Data provided:
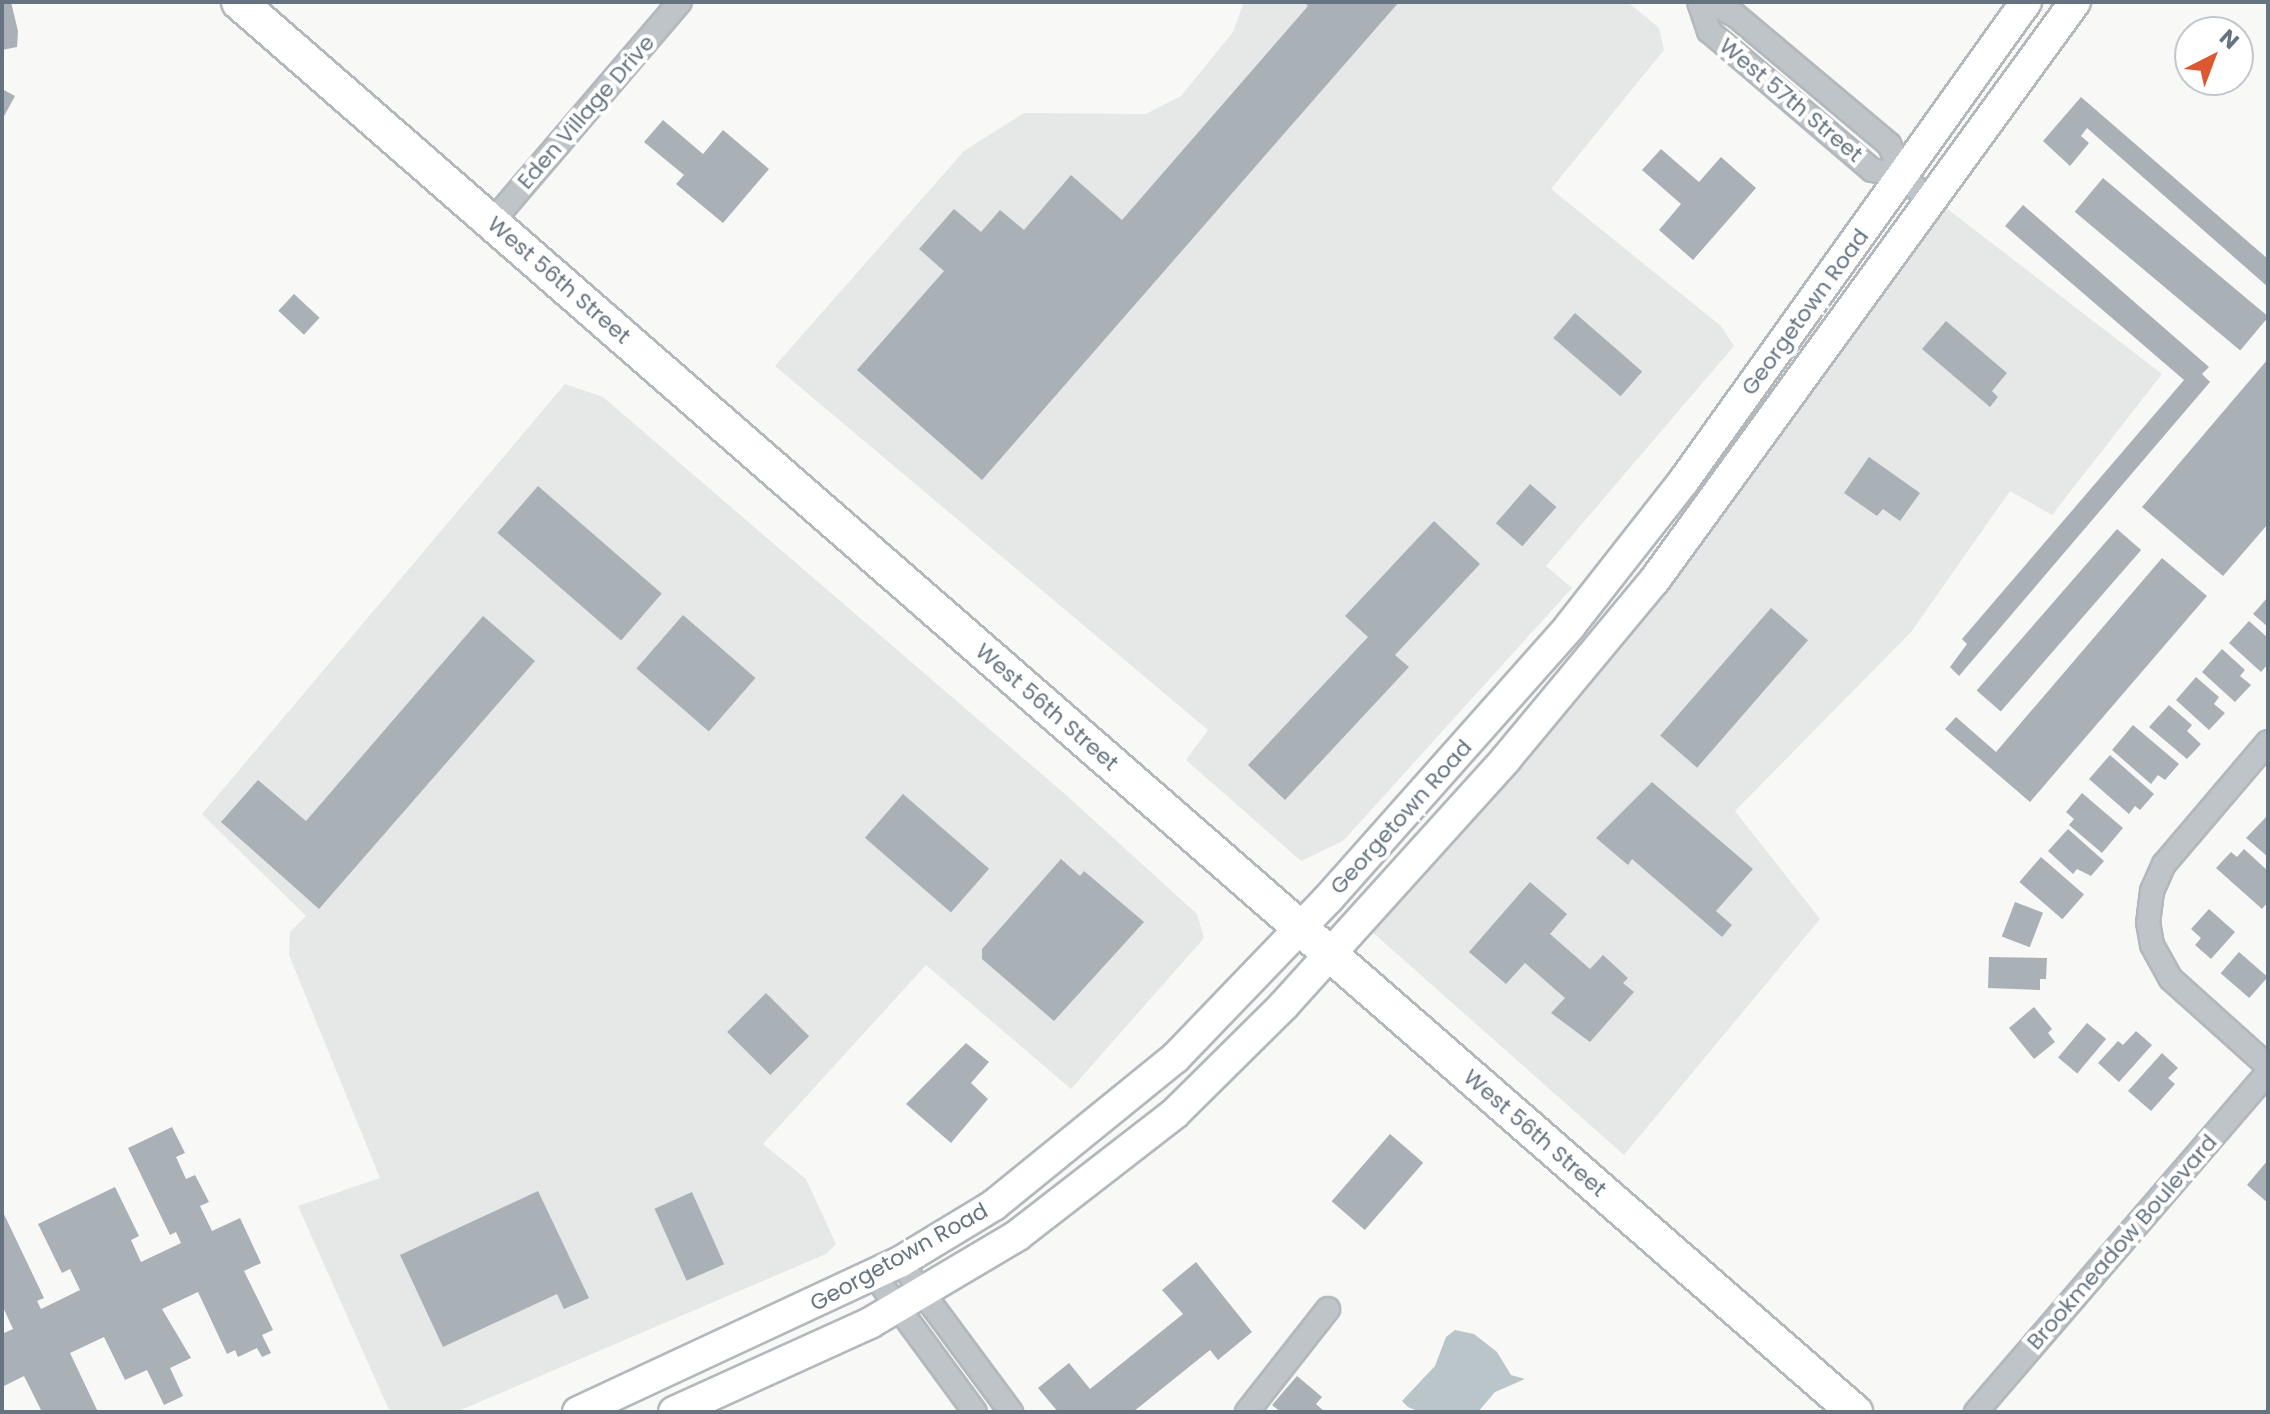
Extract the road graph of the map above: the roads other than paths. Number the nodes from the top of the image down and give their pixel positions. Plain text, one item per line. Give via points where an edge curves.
1 (239, 2) edge
2 (680, 2) edge
3 (1699, 2) edge
4 (1709, 2) edge
5 (2026, 2) edge
6 (2075, 2) edge
7 (1903, 176) junction
8 (1930, 201) junction
9 (492, 222) junction
10 (2268, 742) edge
11 (1301, 929) junction
12 (1330, 955) junction
13 (2268, 1066) edge
14 (2268, 1072) edge
15 (887, 1269) junction
16 (921, 1294) junction
17 (894, 1309) junction
18 (1328, 1309) dead end
19 (1838, 1406) edge
20 (578, 1412) edge
21 (674, 1412) edge
22 (975, 1412) edge
23 (1011, 1412) edge
24 (1247, 1412) edge
25 (1976, 1412) edge

1 - 9 main road, West 56th Street
2 - 9 street, Eden Village Drive
3 - 7 street, West 57th Street via 1709,31 1872,170
4 - 7 street, West 57th Street via 1735,15 1889,144
5 - 7 main road, Georgetown Road
6 - 8 main road, Georgetown Road
7 - 8 street, West 57th Street
7 - 11 main road, Georgetown Road via 1683,482 1570,626
8 - 12 main road, Georgetown Road via 1654,581 1558,699
9 - 11 main road, West 56th Street
10 - 13 street via 2164,864 2152,891 2148,922 2152,945 2171,979
11 - 12 main road, West 56th Street
11 - 15 main road, Georgetown Road via 1117,1110 994,1205
12 - 16 main road, Georgetown Road via 1204,1085 1109,1168 1018,1235
12 - 19 main road, West 56th Street
14 - 25 street, Brookmeadow Boulevard
15 - 16 street
15 - 17 street
15 - 20 main road, Georgetown Road
16 - 17 main road, Georgetown Road
16 - 23 street
17 - 21 main road, Georgetown Road
17 - 22 street
18 - 24 street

Exercise requirements: When copying the entries above, keep each word as it is and exclude any image.

Task output:
Extract the road graph of the map above: the roads other than paths. Number the nodes from the top of the image down and give their pixel positions. Plain text, one item per line. Give via points where an edge curves.
1 (239, 2) edge
2 (680, 2) edge
3 (1699, 2) edge
4 (1709, 2) edge
5 (2026, 2) edge
6 (2075, 2) edge
7 (1903, 176) junction
8 (1930, 201) junction
9 (492, 222) junction
10 (2268, 742) edge
11 (1301, 929) junction
12 (1330, 955) junction
13 (2268, 1066) edge
14 (2268, 1072) edge
15 (887, 1269) junction
16 (921, 1294) junction
17 (894, 1309) junction
18 (1328, 1309) dead end
19 (1838, 1406) edge
20 (578, 1412) edge
21 (674, 1412) edge
22 (975, 1412) edge
23 (1011, 1412) edge
24 (1247, 1412) edge
25 (1976, 1412) edge

1 - 9 main road, West 56th Street
2 - 9 street, Eden Village Drive
3 - 7 street, West 57th Street via 1709,31 1872,170
4 - 7 street, West 57th Street via 1735,15 1889,144
5 - 7 main road, Georgetown Road
6 - 8 main road, Georgetown Road
7 - 8 street, West 57th Street
7 - 11 main road, Georgetown Road via 1683,482 1570,626
8 - 12 main road, Georgetown Road via 1654,581 1558,699
9 - 11 main road, West 56th Street
10 - 13 street via 2164,864 2152,891 2148,922 2152,945 2171,979
11 - 12 main road, West 56th Street
11 - 15 main road, Georgetown Road via 1117,1110 994,1205
12 - 16 main road, Georgetown Road via 1204,1085 1109,1168 1018,1235
12 - 19 main road, West 56th Street
14 - 25 street, Brookmeadow Boulevard
15 - 16 street
15 - 17 street
15 - 20 main road, Georgetown Road
16 - 17 main road, Georgetown Road
16 - 23 street
17 - 21 main road, Georgetown Road
17 - 22 street
18 - 24 street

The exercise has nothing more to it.